### TASK
When a line in the listing below contains the word "Piper", return a copy of that line.

### SUPPLIED RECORDS
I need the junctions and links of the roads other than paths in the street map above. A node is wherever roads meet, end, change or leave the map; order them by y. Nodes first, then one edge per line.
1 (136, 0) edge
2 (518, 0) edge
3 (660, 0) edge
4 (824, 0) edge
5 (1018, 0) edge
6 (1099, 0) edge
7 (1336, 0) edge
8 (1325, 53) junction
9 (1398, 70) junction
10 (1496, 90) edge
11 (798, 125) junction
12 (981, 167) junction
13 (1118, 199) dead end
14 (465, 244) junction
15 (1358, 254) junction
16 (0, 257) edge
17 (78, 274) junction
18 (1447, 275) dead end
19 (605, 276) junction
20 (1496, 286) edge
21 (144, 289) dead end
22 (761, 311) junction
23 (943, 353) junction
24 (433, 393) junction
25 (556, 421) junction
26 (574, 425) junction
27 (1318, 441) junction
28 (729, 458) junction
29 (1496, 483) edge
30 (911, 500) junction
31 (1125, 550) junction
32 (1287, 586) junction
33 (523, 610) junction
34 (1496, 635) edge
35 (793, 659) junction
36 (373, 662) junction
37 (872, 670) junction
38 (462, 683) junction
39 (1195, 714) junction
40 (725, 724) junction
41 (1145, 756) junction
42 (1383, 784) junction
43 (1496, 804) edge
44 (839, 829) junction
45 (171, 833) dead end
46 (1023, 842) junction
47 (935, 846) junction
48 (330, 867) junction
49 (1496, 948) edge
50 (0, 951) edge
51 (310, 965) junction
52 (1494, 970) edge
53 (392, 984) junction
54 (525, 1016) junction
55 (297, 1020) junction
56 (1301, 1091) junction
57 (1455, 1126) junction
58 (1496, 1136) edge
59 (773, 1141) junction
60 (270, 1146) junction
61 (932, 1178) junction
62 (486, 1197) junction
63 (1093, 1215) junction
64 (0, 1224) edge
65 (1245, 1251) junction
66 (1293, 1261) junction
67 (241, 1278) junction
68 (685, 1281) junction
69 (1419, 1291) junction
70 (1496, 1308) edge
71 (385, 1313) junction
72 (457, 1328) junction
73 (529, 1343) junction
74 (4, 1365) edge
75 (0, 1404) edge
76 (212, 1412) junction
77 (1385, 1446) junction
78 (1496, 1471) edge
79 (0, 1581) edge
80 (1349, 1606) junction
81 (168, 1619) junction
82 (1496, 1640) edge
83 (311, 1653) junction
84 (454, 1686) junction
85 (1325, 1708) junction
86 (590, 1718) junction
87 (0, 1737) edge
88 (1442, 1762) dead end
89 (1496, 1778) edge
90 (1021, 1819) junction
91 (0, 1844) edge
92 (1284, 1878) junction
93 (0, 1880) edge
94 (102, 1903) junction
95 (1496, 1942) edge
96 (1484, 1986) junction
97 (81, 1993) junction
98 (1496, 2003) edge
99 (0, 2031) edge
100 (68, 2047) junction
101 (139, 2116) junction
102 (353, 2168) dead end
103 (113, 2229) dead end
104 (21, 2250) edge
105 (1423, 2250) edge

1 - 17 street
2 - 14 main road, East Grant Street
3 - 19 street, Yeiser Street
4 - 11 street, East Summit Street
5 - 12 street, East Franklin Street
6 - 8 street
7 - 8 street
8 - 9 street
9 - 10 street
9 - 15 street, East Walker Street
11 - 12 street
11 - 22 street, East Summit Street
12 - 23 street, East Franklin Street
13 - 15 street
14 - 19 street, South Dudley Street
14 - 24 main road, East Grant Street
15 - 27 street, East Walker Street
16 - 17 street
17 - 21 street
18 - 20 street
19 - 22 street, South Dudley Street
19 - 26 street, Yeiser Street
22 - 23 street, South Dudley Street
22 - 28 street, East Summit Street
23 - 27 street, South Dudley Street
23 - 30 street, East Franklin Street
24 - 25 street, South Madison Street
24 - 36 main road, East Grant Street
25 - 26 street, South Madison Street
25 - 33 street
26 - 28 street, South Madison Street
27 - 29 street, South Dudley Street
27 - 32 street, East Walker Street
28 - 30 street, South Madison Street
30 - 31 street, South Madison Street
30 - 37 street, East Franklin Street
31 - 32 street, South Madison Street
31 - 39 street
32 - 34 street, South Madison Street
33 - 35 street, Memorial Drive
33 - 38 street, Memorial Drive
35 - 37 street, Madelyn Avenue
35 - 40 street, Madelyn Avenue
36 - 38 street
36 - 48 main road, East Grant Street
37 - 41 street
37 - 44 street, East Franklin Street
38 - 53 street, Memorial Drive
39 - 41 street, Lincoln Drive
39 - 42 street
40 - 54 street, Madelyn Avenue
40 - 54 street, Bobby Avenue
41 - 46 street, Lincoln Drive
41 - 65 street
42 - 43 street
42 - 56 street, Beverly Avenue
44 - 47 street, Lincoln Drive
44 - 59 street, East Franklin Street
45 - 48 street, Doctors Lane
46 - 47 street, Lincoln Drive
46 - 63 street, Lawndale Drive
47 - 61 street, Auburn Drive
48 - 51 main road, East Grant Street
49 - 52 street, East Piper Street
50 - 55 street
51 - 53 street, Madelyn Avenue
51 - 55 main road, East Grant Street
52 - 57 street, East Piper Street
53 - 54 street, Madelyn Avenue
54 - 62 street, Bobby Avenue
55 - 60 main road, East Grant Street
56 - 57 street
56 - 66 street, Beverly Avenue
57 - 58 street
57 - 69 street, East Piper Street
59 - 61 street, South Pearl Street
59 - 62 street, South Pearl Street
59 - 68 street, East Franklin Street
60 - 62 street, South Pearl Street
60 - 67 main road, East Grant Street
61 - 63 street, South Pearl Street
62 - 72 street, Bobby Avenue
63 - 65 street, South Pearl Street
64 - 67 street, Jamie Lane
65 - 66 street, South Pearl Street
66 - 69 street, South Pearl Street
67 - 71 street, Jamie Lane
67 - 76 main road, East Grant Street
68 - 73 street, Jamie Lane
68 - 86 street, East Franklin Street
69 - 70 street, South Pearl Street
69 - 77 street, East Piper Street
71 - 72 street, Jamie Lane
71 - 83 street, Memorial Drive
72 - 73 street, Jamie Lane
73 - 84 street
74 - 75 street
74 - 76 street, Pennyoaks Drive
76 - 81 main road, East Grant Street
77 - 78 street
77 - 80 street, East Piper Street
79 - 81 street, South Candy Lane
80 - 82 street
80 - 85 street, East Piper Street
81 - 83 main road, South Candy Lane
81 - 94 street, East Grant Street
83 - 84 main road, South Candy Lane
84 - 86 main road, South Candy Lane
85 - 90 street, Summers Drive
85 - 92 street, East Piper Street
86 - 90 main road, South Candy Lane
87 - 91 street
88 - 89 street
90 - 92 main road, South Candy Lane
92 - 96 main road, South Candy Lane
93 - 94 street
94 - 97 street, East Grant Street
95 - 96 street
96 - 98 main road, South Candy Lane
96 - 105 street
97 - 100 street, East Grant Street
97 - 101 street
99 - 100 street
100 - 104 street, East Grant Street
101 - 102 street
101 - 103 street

### EXERCISE ANSWER
49 - 52 street, East Piper Street
52 - 57 street, East Piper Street
57 - 69 street, East Piper Street
69 - 77 street, East Piper Street
77 - 80 street, East Piper Street
80 - 85 street, East Piper Street
85 - 92 street, East Piper Street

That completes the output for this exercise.